The factors that lead to the development of alternative ideas are still being investigated. So far, the determinant factors include direct observation absence, abstract concepts, usage of everyday language in scientific topics, changing definition, terminology oversimplification, overlapping concepts, mechanical learning, textbook stereotypes and insufficient previous knowledge, rote learning, use of analogies [16,20,38,44,50], etc. Unfortunately, misconceptions can be influenced by social and cultural parameters—i.e., supernatural forces, myths [18,51,52], as well as by psychological, cognitional, and environmental ones such as TV, newspapers, magazines, media, parents, friends, books, textbooks, teachers, and secondary school curricula [5,15,18,20,33,53].
A disappointing finding for geoscience education is the low science content level of textbooks [4,7,8,54]. King et al. [5] revealed errors and oversimplifications of scientific concepts that alter the real meanings within the curriculum. These errors are assumed to discourage teachers and guide them to wrong interpretations of the phenomena [5], resulting in the formulation of their alternative ideas, which are disseminated to students through instruction. According to McDonald et al. [30], instructional cause is the main source responsible for most of the students’ misunderstandings in ESS due to their few everyday experiences with ESS phenomena, like plate tectonics. What students understand or misunderstand is more likely to root from instructional patterns rather than students’ inability to apprehend more complicated concepts. Specifically, McDonald et al. [30] report that the building approach part-to-whole generates reverse cause understandings when teaching ESS phenomena to students. For example, when volcanos and earthquakes are taught individually at first and later on integrated to plate motion, then it is most likely for students to consider plate motion as the result of volcanos and earthquakes (events). Furthermore, the fact that some features like mountains are presented as static and not as dynamic ones generates ontological confusions. The same authors continue, for instance, when mountains are only presented in terms of erosion and not of their formation, then students misattribute plate motion to erosion, water, currents, waves, climate change, etc.
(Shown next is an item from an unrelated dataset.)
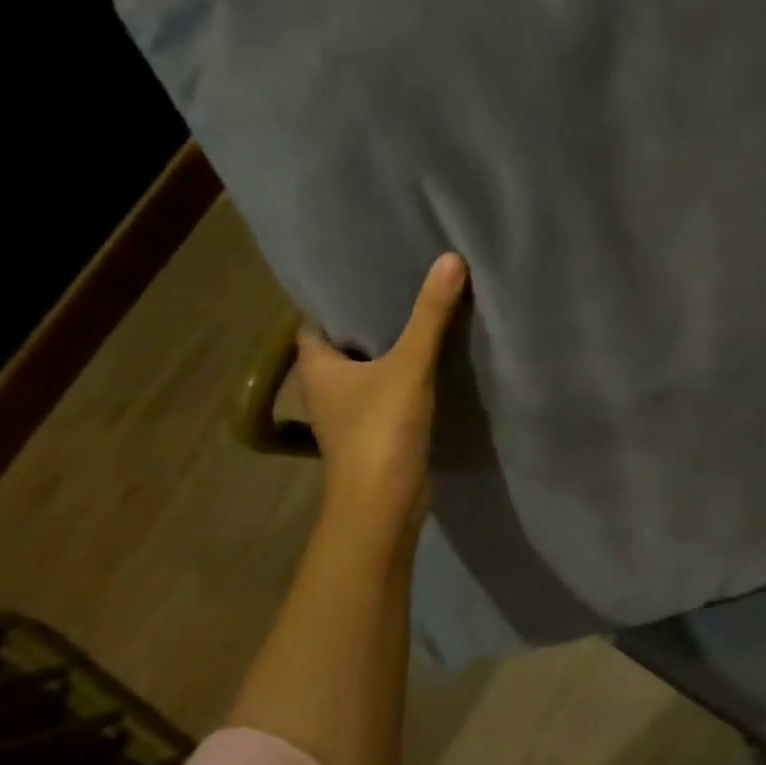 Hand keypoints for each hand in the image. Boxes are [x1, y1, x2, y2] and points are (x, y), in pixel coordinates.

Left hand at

Capps et al. [33] highlighted the important role of language knowledge and reading fluency. Specifically, it was reported that new student readers found it difficult to read quickly the TV program subtitles. So, students had partial comprehension of the scientific information supplying their conceptual gaps with their conceptions and thus generating alternative ideas.
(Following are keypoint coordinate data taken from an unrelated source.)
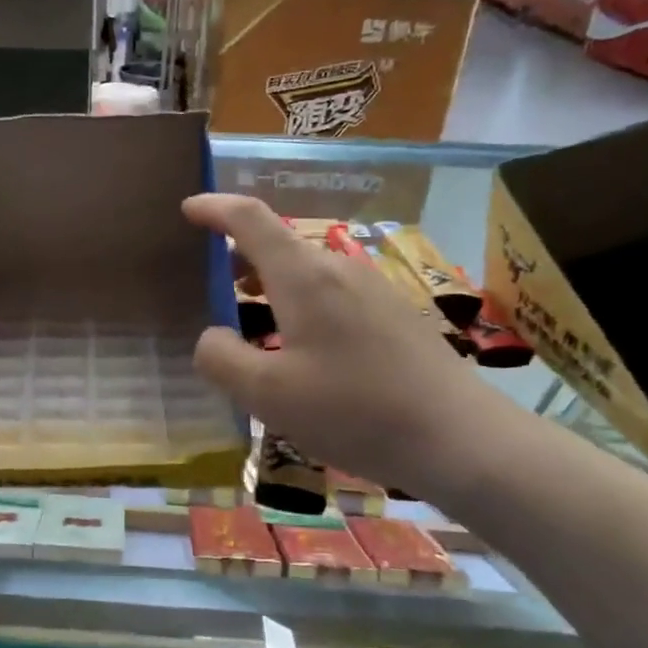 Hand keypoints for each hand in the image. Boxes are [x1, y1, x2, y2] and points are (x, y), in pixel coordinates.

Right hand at [183, 195, 496, 499]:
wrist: (459, 438)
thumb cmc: (353, 410)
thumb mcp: (267, 394)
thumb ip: (221, 358)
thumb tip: (212, 336)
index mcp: (303, 276)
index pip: (250, 219)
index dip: (214, 208)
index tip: (188, 209)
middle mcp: (338, 269)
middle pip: (278, 246)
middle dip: (238, 258)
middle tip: (209, 287)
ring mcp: (373, 289)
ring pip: (306, 272)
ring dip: (270, 286)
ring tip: (249, 320)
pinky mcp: (394, 314)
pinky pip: (332, 294)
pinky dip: (300, 305)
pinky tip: (301, 349) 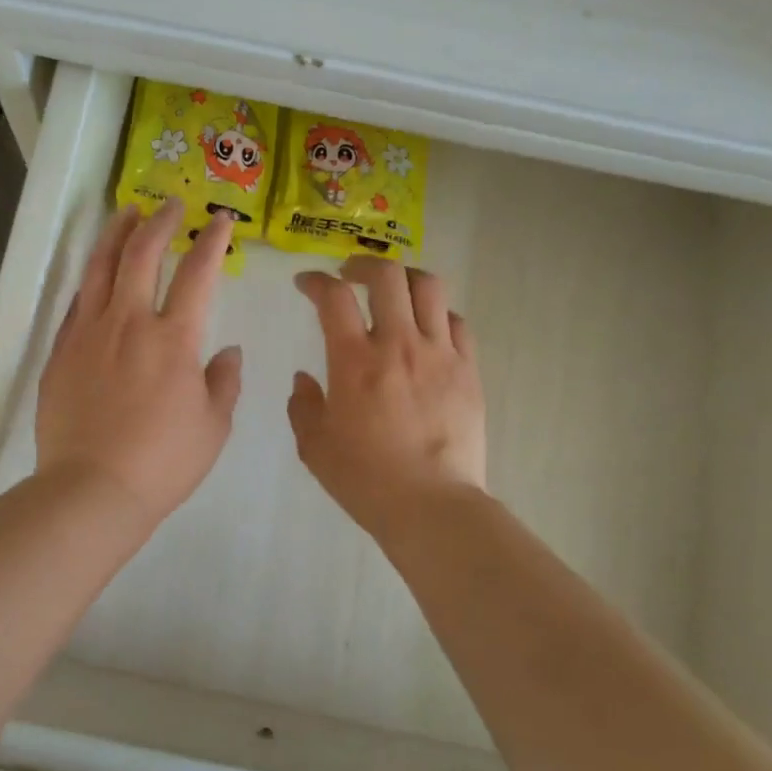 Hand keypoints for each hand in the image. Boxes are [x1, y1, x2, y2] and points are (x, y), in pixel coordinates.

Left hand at [36, 205, 242, 526]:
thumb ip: (224, 382)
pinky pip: (76, 303)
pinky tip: (95, 273)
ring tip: (126, 213)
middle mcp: (129, 322)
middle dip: (160, 221)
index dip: (212, 240)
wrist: (91, 489)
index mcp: (174, 339)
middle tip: (171, 204)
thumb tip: (229, 351)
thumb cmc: (162, 463)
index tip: (219, 220)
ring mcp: (89, 333)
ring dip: (116, 234)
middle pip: (142, 253)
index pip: (198, 273)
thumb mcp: (213, 427)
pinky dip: (90, 279)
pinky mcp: (61, 351)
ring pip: (101, 267)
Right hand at [289, 258, 487, 544]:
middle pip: (386, 275)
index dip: (316, 281)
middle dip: (363, 264)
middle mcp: (398, 344)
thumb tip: (304, 379)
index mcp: (354, 361)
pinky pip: (457, 322)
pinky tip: (426, 328)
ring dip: (404, 278)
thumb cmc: (365, 479)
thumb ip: (303, 405)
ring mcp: (439, 354)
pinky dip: (437, 314)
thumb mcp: (314, 446)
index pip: (334, 297)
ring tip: (392, 290)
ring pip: (428, 287)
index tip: (306, 284)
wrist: (431, 506)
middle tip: (350, 274)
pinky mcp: (468, 370)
Francek [34] and Dolphin and Benoit [9] defended the notion that students’ misconceptions on tectonic plates came after the use of the common word “plate” (i.e., dinner plate). They documented that students automatically and unconsciously transferred the characteristics of the ceramic plate to the target concept, which is the lithospheric plate. Therefore, tectonic plates can be ‘stacked up’ under the ground, cannot bend, and their edges can break when they hit onto each other just like ceramic plates do. So, students could not ascribe elastic properties to the plates but only brittle, because automatic mapping of dinner plate onto lithosphere hid the elastic properties.
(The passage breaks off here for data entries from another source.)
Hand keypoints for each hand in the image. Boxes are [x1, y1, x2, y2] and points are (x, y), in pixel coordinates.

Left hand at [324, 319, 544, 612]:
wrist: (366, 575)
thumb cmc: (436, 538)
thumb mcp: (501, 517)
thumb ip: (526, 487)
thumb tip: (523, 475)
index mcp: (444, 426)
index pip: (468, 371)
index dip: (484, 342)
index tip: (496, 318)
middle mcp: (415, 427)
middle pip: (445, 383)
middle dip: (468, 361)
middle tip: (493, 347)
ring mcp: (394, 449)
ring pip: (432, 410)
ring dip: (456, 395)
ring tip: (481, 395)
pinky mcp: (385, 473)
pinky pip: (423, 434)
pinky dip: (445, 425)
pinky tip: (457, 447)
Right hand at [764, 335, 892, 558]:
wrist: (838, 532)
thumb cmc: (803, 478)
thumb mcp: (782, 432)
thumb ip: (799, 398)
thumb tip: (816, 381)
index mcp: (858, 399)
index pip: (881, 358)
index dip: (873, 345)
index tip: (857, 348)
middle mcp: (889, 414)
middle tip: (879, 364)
It is obvious that more in depth research on concept construction in Earth science is indispensable. All these data stimulate the scientific community to conduct new research in order to expose how some factors prevent the progression of scientific knowledge and favor the creation of alternative conceptual frameworks. Hence, the present paper attempts to analyze the ways that some initial and synthetic alternative ideas for geodynamic phenomena (such as Earth structure, earthquake and volcano formation, and relief evolution) are constructed and focuses on their characteristics and on the factors controlling their development as well. The purpose of this paper is to shed light on how some alternative ideas are delivered, because unravelling the procedures of their formation will lead to their deconstruction and thus to the achievement of conceptual change.

2. Methods

For research purposes, an open-ended questionnaire tool was designed in order to reveal students’ ideas on geodynamic phenomena. Open-ended questions were preferred because we believe they can reveal extensive details on students’ concepts [55,56]. Close-ended questions offer standardized answers and may use scientific terms, facts that can direct students’ answers [55,57]. A pair of ‘question-control question’ was implemented for each didactic goal, in order to check the coherence of students’ answers [56]. These pair questions are depicted in Figure 1 with the same code name but numbered as 1 and 2 (i.e., Earth Structure 1, Earth Structure 2). Close-ended questions were only used as control questions just in a few cases in order to specify their reliability.
The questionnaire tool was validated through the following steps: (i) one geoscientist constructed the questions according to the scientific goals of the research, (ii) two geologists verified the content validity of the questions, (iii) two expert science educators attested for the achievement of construct validity, (iv) two school science teachers inspected the questions for the communication validity, (v) the questionnaire tool was piloted to three A grade classes of the same junior high school with 21, 24, 25 students respectively, as well as a group of 10 students, randomly selected, were interviewed to assure communication and construct validity. (vi) After the necessary amendments, the tool was finally repiloted to three A grade classes of another junior high school to avoid communication between students and biased answers, so that content validity could be verified. (vii) Furthermore, the questionnaire tool was applied to A grade class in three different schools so as to perform the reliability assessment. We paid great attention so that the questionnaire took place under the same circumstances for all A grade classes even in different schools. (viii) In the end, the final version of the questionnaire tool (Table 1) was implemented on a sample of 218 students at three A grade classes of 4 different public junior high schools in Greece. Sex distribution performed almost equally with x2 = 14.595, df = 2 and ρ = 0.001. Females corresponded to 55.30% versus males who corresponded to 44.70% of the sample. Students’ age ranged between 12–13 years old. The implementation lasted not more than one month so as to maintain internal validity.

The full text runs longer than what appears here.